*** Recorded data Section Begins ***

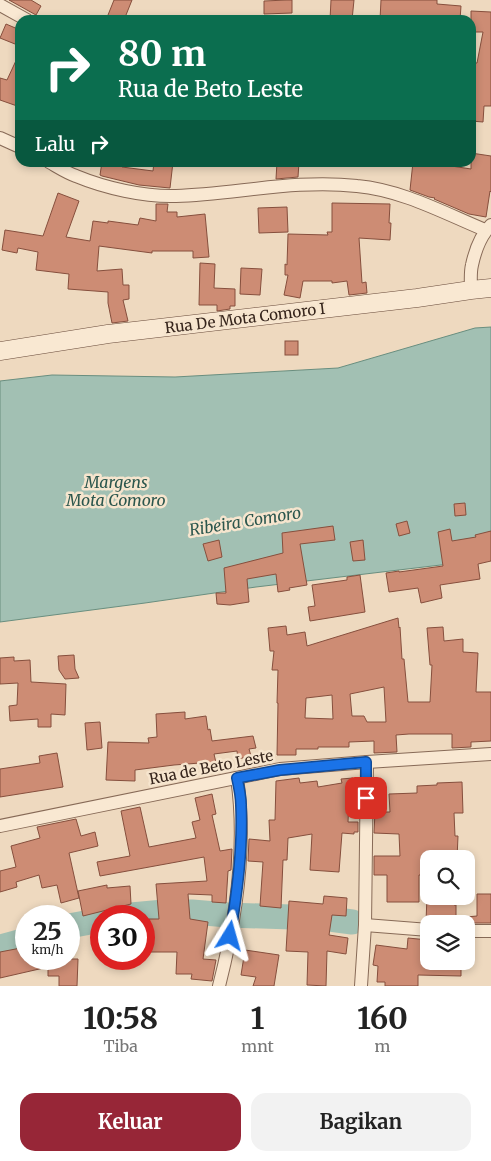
<!DOCTYPE html>
<html lang="id">
<head>
<meta charset="utf-8">
<style>
  :root { --surface:#fff; --page:#f2f2f2; --text:#222; --muted:#767676; --accent:#972637 }
  body { margin:0; font-family:Merriweather,serif; background:var(--page); color:var(--text); height:100vh; display:flex; flex-direction:column; font-size:19px; white-space:nowrap }
  * { box-sizing:border-box; margin:0 }
  p { font-size:16px; color:var(--muted) }
  .icon { flex:none; width:28px; height:28px; fill:none; stroke:currentColor; stroke-width:2; stroke-linecap:round; stroke-linejoin:round }
  .map { position:relative; height:986px; overflow:hidden }
  .side { display:flex; flex-direction:column; background:var(--surface); flex:1 }
  .side>* { flex:none }
  .top-card { position:absolute; left:15px; top:15px; width:461px; height:152px; border-radius:15px; box-shadow:0 2px 8px #0003; background:#0b6e4f; color:#fff; overflow:hidden }
  .controls { position:absolute; left:420px; top:850px; display:grid; gap:10px }
  .controls a { display:grid; place-items:center; width:55px; height:55px; border-radius:10px; background:var(--surface); box-shadow:0 2px 8px #0003; font-size:25px }
  .speed { position:absolute; left:15px; top:905px; display:flex; gap:10px; font-size:25px; font-weight:700; text-align:center }
  .speed>* { display:grid; place-content:center; width:65px; height:65px; border-radius:50%; background:var(--surface); box-shadow:0 2px 8px #0003; line-height:1 }
  .speed small { font-size:12px; font-weight:400 }
  .speed .limit { border:8px solid #d22; background:#fff; color:#111 }
  .pin { position:absolute; display:grid; place-items:center; width:42px; height:42px; color:#fff; margin:-21px; border-radius:10px; box-shadow:0 2px 8px #0006 }
  .me { position:absolute; width:55px; margin:-28px; rotate:8deg; stroke-linejoin:round; filter:drop-shadow(0 0 4px #0008) }
  .turn { display:flex; align-items:center; gap:18px; height:105px; padding:0 20px; font-size:22px }
  .turn .icon { width:65px; height:65px; stroke-width:2.5 }
  .turn b { display:block; font-size:35px; line-height:42px }
  .then { display:flex; align-items:center; height:48px; padding:0 20px; background:#0003; gap:10px; font-size:19px }
  .eta { display:flex; justify-content:space-evenly; align-items:center; height:85px; text-align:center }
  .eta b { font-size:30px; font-weight:700; line-height:35px }
  .cta { display:flex; gap:10px; margin-top:auto; padding:10px 20px }
  .cta a { flex:1; height:58px; border-radius:15px; background:var(--accent); color:#fff; font-size:20px; font-weight:700; line-height:58px; text-align:center }
  .cta a+a { background:var(--page); color:var(--text) }
  .map>svg:first-child { display:block }
  .water { fill:#a2c0b3; stroke:#698e7f }
  .lines { fill:none; stroke-linecap:round; stroke-linejoin:round }
  .river { stroke:#a2c0b3; stroke-width:25 }
  .building { fill:#cd8c74; stroke:#864f3d; fill-rule:evenodd }
  .street-casing { stroke:#876a57; stroke-width:14 }
  .secondary-casing { stroke:#694b3b; stroke-width:19 }
  .street { stroke:#f9e8d2; stroke-width:12 }
  .secondary { stroke:#f9e8d2; stroke-width:18 }
  .route-casing { stroke:#114b97; stroke-width:12 }
  .route { stroke:#1a73e8; stroke-width:9 }
  .labels { text-anchor:middle; dominant-baseline:central; stroke-width:5; stroke-linejoin:round; paint-order:stroke }
  .street-label { font-size:15px; fill:#36251c; stroke:#f6e5ce }
  .water-label { font-size:16px; font-style:italic; fill:#2b564d; stroke:#f6e5ce }
</style>
</head>
<body>
<div class="map">
<svg width="491" height="986" viewBox="0 0 491 986">
  <rect width="100%" height="100%" fill="#eed9bf"/>
  <path class="water" d="M491 327V559L256 587 145 603 0 622V381L52 375 175 377 338 368 475 328Z"/>
  <g class="lines">
    <g class="river">
      <path d="M120 916 164 912H192L228 915 322 918 352 922"/>
      <path d="M69 926 101 920"/>
      <path d="M4 946 26 940"/>
    </g>
  </g>
  <g class="building">
    <path d="M9 0H31L41 6 36 15Z"/>
    <path d="M114 0H132L124 20H106Z"/>
    <path d="M287 0H292V13L264 14V1Z"/>
    <path d="M331 0H354L352 20H330Z"/>
    <path d="M381 0H437V4L461 6 460 20H380Z"/>
    <path d="M471 11 491 12V106H484L483 122 471 121V63H477L483 32H471Z"/>
    <path d="M6 24 20 30V46L0 38Z"/>
    <path d="M20 52V107L0 100V78L7 80Z"/>
    <path d="M471 153 491 156V192L490 191 486 217 469 214 434 199 435 198 429 197 410 190 413 162H425L471 169Z"/>
    <path d="M102 162H123L122 167 153 171 154 162H173L170 188 139 185 102 176 100 175Z"/>
    <path d="M277 162H299L298 177 276 179Z"/>
    <path d="M58 193 79 201 66 237 90 241 93 221 108 223V221L138 225 140 218 156 221V204H168L167 212H177V217L205 214 209 257 193 258V251H152V253L99 246 97 271 122 269 123 285H129V299L123 300 128 321 112 323 108 303V292L68 289 69 274 36 270 38 252 18 248 17 253 2 250 5 230 43 236Z"/>
    <path d="M332 203 390 204 389 223H391L390 240 359 238 362 283 366 282 367 293 349 295 347 281 332 283V281H303L300 298 284 295 288 275H285V264L287 265 288 234 328 235 327 232H332Z"/>
    <path d="M287 207 288 232 259 233 258 208Z"/>
    <path d="M200 263 215 264 214 288 235 289V306H230V309L217 311V305H199Z"/>
    <path d="M241 268 262 269 260 295 240 294Z"/>
    <rect x="285" y="341" width="13" height="14"/>
    <path d="M465 503 466 515 455 516 454 504Z"/>
    <path d="M407 521 410 533 399 536 396 524Z"/>
    <path d="M333 526 335 540 300 544 307 585 289 588 290 590 278 592 276 574 247 579 249 602 230 605 217 604 216 593H226L224 568 283 553 282 533Z"/>
    <path d="M450 529 452 541 476 537 475 535 491 531V561L478 564 480 579 440 585 442 598 421 603 418 588 389 592 386 573 399 571V572L443 566 438 532Z"/>
    <path d="M219 540 222 557 208 561 203 544Z"/>
    <path d="M363 540 365 560 353 561 350 542Z"/>
    <path d="M360 575 365 612 310 621 308 607 315 606 312 585 347 580V577Z"/>
    <path d="M398 618 399 628 400 627 402 659H404L408 702H430L432 665H430L427 628 443 627 444 641 463 639V652L478 653 476 692H491V741L471 742V747L452 748V734H409L396 735 397 752 374 753V741L349 742V747H318V749H296V755H277L278 703H277L278 670H272L274 651H270L268 628 286 626 287 635 305 632 307 646ZM384 687 386 722H367L364 716H352L350 694ZM332 695 333 719 305 718 306 698Z"/>
    <path d="M74 655 75 669 79 678 65 679 59 670 58 656Z"/>
    <path d="M14 657V661L30 660 31 682 66 684 65 715 51 714V727H38V719L10 721 9 706 17 705 18 683 0 684V658Z"/>
    <path d="M185 712V719L206 716 208 730 210 729 212 741 253 736 256 748 249 749 251 756 238 759 237 751 214 754 217 767 201 770 200 763 174 765 135 770V781L106 780 108 742 149 743 148 738 157 737 156 714Z"/>
    <path d="M100 722 102 748 87 750 85 723Z"/>
    <path d="M57 753 63 787 0 797V769L40 763 39 756Z"/>
    <path d="M299 778 300 783 317 781 318 787 342 783 341 779 353 778 355 798 349 799 348 822H358V832H354V834L342 833 339 872 310 870 312 834 288 838 287 860H283L281 908 260 906 263 862 248 861 249 839 270 841 269 820H275L276 781Z"/>
    <path d="M462 782 463 813H454L455 836H458L457 859H429V875H419V902H387V875H374V856H400L399 834 374 833 375 812H390L389 794 417 793V786L437 785V783Z"/>
    <path d="M212 794 216 814 212 815 220 851 232 849 231 870 228 871 226 903 212 902V895L188 894 190 919 208 922 203 959 216 960 212 981 191 979 192 974H176L177 952H144V939H149V919H159L156 884 207 881 204 857 100 876 97 862 130 856 121 811 140 807 149 847 196 838 192 822 200 820 195 798Z"/>
    <path d="M76 819 81 836 95 832 98 846 69 853 79 898 61 903 57 885 42 888 39 875 16 882 17 887 0 892V871L16 867 11 846 40 838 37 827Z"/>
    <path d="M107 885V888L130 886 131 904 83 916 78 891Z"/>
    <path d="M477 894H491V923H466V917L477 916Z"/>
    <path d="M324 896 347 898 346 916 332 915 329 935 348 938 346 954 327 951 326 986 307 985 308 952 286 951 289 901 323 904Z"/>
    <path d="M427 896H455L454 905H456V924H434L426 922Z"/>
    <path d="M408 938 428 940 426 961H461V976L418 975V986H385V982H377L378 966 373 965 376 945 407 949Z"/>
    <path d="M26 947V959H78L77 986H59V976H48V967L0 978V952Z"/>
    <path d="M245 950 279 955 274 986H253L256 977 241 975Z"/>
  </g>
  <g class="lines">
    <g class="street-casing">
      <g id="street">
        <path d="M0 5 27 20"/>
        <path d="M0 138 20 147"/>
        <path d="M49 162C58 167 67 173 76 176 105 188 144 197 176 196 236 194 296 179 357 186 402 190 444 213 485 230"/>
        <path d="M471 290C471 282 470 273 472 265 475 251 481 235 491 225"/>
        <path d="M0 826 280 769 367 762 491 754"/>
        <path d="M365 925 429 930"/>
        <path d="M466 931H491"/>
        <path d="M219 986C236 920 247 846 237 778"/>
        <path d="M361 986 365 925 367 762"/>
      </g>
    </g>
    <g class="secondary-casing">
      <path id="secondary" d="M0 351 108 334 417 298 471 290 491 288"/>
    </g>
    <use href="#street" class="street"/>
    <use href="#secondary" class="secondary"/>
  </g>
  <g class="lines">
    <g class="route-casing">
      <path id="route" d="M230 936C237 893 243 849 241 805 241 796 239 787 237 778L280 770 366 762V798"/>
    </g>
    <use href="#route" class="route"/>
  </g>
  <g class="labels">
    <g class="street-label">
      <text transform="translate(245 318) rotate(-7)">Rua De Mota Comoro I</text>
      <text transform="translate(211 767) rotate(-11)">Rua de Beto Leste</text>
    </g>
    <g class="water-label">
      <text x="116" y="482">Margens<tspan x="116" dy="18">Mota Comoro</tspan></text>
      <text transform="translate(245 521) rotate(-9)">Ribeira Comoro</text>
    </g>
  </g>
</svg>
<div class="controls">
<a><svg class="icon" aria-label="search" viewBox="0 0 24 24"><circle cx="10" cy="10" r="6"/><path d="M15 15l6 6"/></svg></a>
<a><svg class="icon" aria-label="layers" viewBox="0 0 24 24"><path d="M12 4l9 5-9 5-9-5zM3 14l9 5 9-5"/></svg></a>
</div>
<div class="speed"><div>25<small>km/h</small></div><div class="limit">30</div></div>
<div class="pin" style="left:366px;top:798px;background:#d93025"><svg class="icon" aria-label="arrive" viewBox="0 0 24 24"><path d="M6 21V4h12l-3 4 3 4H6"/></svg></div>
<svg class="me" style="left:230px;top:936px" viewBox="-20 -20 40 40"><path d="M0-17L14 15 0 8-14 15z" fill="#1a73e8" stroke="#fff" stroke-width="4"/></svg>
<div class="top-card">
<div class="turn"><svg class="icon" aria-label="right" viewBox="0 0 24 24"><path d="M7 20v-9h11M14 6l5 5-5 5"/></svg><div><b>80 m</b>Rua de Beto Leste</div></div>
<div class="then">Lalu<svg class="icon" aria-label="right" viewBox="0 0 24 24"><path d="M7 20v-9h11M14 6l5 5-5 5"/></svg></div>
</div>
</div>
<section class="side">
<div class="eta">
<div><b>10:58</b><p>Tiba</p></div>
<div><b>1</b><p>mnt</p></div>
<div><b>160</b><p>m</p></div>
</div>
<div class="cta"><a>Keluar</a><a>Bagikan</a></div>
</section>
</body>
</html>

*** Recorded data Section Ends ***

The lines from the top of the data above through the one holding "--surface:#fff; --page:#f2f2f2; --text:#222;" are to be repeated exactly, and only those, with no pictures.

<!DOCTYPE html>
<html lang="id">
<head>
<meta charset="utf-8">
<style>
  :root { --surface:#fff; --page:#f2f2f2; --text:#222; --muted:#767676; --accent:#972637 }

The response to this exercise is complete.